[Try it] Every line of the data below should be printed exactly. Nothing may be dropped.

══════════════════════════════

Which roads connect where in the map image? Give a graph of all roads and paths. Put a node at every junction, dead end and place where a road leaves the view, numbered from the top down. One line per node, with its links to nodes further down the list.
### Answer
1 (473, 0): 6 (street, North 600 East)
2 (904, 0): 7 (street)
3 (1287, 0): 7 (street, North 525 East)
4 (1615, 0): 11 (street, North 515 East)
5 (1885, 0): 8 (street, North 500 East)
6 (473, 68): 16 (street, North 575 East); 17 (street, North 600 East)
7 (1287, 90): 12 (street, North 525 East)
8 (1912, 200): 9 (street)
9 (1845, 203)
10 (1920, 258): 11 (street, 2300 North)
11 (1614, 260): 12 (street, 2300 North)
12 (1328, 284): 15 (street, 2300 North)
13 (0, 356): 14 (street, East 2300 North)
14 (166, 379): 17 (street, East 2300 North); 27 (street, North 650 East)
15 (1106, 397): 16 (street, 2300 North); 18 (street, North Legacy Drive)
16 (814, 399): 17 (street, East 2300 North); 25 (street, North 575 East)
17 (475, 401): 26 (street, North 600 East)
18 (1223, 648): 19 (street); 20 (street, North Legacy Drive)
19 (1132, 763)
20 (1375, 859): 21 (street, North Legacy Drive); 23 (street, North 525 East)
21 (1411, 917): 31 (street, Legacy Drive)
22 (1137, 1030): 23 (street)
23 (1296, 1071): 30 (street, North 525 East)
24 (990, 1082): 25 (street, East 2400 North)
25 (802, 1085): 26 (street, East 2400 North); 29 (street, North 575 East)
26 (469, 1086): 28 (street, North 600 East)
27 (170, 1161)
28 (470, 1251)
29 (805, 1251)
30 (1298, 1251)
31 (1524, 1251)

══════════════════════════════

[Response box]
Which roads connect where in the map image? Give a graph of all roads and paths. Put a node at every junction, dead end and place where a road leaves the view, numbered from the top down. One line per node, with its links to nodes further down the list.
### Answer
1 (473, 0): 6 (street, North 600 East)
2 (904, 0): 7 (street)
3 (1287, 0): 7 (street, North 525 East)
4 (1615, 0): 11 (street, North 515 East)
5 (1885, 0): 8 (street, North 500 East)
6 (473, 68): 16 (street, North 575 East); 17 (street, North 600 East)
7 (1287, 90): 12 (street, North 525 East)
8 (1912, 200): 9 (street)
9 (1845, 203)
10 (1920, 258): 11 (street, 2300 North)
11 (1614, 260): 12 (street, 2300 North)
12 (1328, 284): 15 (street, 2300 North)
13 (0, 356): 14 (street, East 2300 North)
14 (166, 379): 17 (street, East 2300 North); 27 (street, North 650 East)
15 (1106, 397): 16 (street, 2300 North); 18 (street, North Legacy Drive)
16 (814, 399): 17 (street, East 2300 North); 25 (street, North 575 East)
17 (475, 401): 26 (street, North 600 East)
18 (1223, 648): 19 (street); 20 (street, North Legacy Drive)
19 (1132, 763)
20 (1375, 859): 21 (street, North Legacy Drive); 23 (street, North 525 East)
21 (1411, 917): 31 (street, Legacy Drive)
22 (1137, 1030): 23 (street)
23 (1296, 1071): 30 (street, North 525 East)
24 (990, 1082): 25 (street, East 2400 North)
25 (802, 1085): 26 (street, East 2400 North); 29 (street, North 575 East)
26 (469, 1086): 28 (street, North 600 East)
27 (170, 1161)
28 (470, 1251)
29 (805, 1251)
30 (1298, 1251)
31 (1524, 1251)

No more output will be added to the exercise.